In a first for deep learning, an Oak Ridge National Laboratory-led team is bringing together quantum, high-performance and neuromorphic computing architectures to address complex issues that, if resolved, could clear the way for more flexible, efficient technologies in intelligent computing.
Deep learning refers to nature-inspired, computer-based technologies that push beyond the conventional binary code, advancing emerging fields such as facial and speech recognition.
"Deep learning is transformative," ORNL's Thomas Potok said. "Our proposed approach can optimize and manage complexity in a low-power environment, resolving specific challenges when exploring complicated scientific data."
The team's tri-fold experiment demonstrates the feasibility of using the three architectures in tandem to overcome limitations and represents a new capability not currently available.
Details of the team's experiment are available online.

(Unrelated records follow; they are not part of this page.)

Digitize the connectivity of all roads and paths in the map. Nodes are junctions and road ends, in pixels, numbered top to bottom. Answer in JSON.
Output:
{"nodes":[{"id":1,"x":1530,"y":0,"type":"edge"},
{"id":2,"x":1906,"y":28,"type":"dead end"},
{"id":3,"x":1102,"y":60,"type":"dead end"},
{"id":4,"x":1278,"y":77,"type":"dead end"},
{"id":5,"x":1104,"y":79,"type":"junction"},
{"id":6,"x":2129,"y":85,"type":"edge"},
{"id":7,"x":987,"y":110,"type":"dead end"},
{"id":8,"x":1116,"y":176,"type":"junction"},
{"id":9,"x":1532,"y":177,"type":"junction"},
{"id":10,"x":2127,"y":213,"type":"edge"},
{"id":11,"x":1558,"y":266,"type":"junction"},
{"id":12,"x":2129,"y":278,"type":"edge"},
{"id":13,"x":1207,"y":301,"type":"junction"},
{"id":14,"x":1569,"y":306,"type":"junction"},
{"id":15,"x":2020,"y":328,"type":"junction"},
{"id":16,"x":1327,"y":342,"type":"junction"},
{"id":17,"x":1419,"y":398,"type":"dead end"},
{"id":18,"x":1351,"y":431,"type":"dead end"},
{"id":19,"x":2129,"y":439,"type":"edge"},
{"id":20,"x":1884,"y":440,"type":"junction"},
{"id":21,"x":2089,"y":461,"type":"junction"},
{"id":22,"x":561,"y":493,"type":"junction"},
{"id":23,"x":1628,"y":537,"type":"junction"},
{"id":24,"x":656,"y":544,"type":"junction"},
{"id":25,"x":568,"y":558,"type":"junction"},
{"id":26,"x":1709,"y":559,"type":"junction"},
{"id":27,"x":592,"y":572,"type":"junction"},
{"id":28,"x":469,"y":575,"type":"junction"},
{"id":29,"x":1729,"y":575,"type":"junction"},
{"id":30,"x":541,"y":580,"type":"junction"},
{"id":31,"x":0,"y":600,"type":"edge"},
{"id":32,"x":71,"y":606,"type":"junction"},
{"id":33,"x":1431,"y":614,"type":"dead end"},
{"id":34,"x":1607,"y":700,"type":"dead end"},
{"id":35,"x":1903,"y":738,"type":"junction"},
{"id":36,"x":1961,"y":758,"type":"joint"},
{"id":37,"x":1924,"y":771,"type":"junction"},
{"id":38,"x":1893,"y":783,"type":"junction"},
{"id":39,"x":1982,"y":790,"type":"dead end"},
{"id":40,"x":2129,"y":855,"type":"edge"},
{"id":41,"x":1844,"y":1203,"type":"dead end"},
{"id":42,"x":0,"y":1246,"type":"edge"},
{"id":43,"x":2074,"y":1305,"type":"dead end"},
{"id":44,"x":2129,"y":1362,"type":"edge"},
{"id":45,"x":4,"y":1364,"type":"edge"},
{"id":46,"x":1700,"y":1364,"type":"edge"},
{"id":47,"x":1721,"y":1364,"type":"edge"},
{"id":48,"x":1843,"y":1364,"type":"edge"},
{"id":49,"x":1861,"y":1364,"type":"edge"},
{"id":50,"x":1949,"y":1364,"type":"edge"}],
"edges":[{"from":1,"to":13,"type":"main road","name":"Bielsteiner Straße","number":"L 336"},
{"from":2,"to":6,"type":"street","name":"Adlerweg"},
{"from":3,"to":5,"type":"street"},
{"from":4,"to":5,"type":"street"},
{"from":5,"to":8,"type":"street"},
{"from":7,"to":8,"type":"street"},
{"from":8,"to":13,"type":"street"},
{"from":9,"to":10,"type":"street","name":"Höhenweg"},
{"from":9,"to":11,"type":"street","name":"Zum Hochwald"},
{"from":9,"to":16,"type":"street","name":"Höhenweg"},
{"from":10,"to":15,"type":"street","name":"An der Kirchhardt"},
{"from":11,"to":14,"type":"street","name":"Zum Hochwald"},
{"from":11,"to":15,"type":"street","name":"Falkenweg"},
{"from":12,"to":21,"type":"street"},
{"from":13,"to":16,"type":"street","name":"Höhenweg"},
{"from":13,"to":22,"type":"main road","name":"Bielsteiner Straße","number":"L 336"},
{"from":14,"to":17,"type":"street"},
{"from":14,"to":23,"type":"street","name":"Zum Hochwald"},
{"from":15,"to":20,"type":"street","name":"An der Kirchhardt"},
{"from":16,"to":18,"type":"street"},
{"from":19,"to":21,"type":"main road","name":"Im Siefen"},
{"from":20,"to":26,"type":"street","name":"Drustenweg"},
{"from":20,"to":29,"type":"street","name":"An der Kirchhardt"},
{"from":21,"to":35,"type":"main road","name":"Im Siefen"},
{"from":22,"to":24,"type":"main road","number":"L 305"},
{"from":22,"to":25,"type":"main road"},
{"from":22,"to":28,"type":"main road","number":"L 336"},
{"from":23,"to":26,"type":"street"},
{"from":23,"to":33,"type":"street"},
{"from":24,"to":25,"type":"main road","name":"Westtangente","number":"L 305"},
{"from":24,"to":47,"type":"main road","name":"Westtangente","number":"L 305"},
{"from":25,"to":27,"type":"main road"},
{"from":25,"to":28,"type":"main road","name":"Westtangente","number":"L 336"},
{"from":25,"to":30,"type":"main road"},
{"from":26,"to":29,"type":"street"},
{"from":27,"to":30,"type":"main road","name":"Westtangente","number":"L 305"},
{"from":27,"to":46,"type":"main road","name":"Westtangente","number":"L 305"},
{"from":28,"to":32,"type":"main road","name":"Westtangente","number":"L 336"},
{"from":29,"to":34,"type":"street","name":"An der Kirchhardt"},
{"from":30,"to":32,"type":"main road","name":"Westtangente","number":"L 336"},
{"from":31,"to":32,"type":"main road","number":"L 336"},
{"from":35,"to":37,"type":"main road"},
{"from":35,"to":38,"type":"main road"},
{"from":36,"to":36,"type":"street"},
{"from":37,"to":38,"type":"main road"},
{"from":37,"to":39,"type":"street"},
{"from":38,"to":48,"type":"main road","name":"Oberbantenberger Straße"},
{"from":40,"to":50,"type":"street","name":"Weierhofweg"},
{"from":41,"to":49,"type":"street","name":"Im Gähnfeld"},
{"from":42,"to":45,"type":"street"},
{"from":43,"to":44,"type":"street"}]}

Current Deep Learning approaches have been very successful using convolutional neural networks (CNN) trained on large graphical processing units (GPU)-based computers. Three limitations of this approach are: 1) they are based on a simple layered network topology, i.e., highly connected layers, without intra-layer connections; 2) the networks are manually configured to achieve optimal results, and 3) the implementation of neuron model is expensive in both cost and power. In this paper, we evaluate deep learning models using three different computing architectures to address these problems: quantum computing to train complex topologies, high performance computing (HPC) to automatically determine network topology, and neuromorphic computing for a low-power hardware implementation. We use the MNIST dataset for our experiment, due to input size limitations of current quantum computers. Our results show the feasibility of using the three architectures in tandem to address the above deep learning limitations. We show a quantum computer can find high quality values of intra-layer connections weights, in a tractable time as the complexity of the network increases; a high performance computer can find optimal layer-based topologies; and a neuromorphic computer can represent the complex topology and weights derived from the other architectures in low power memristive hardware.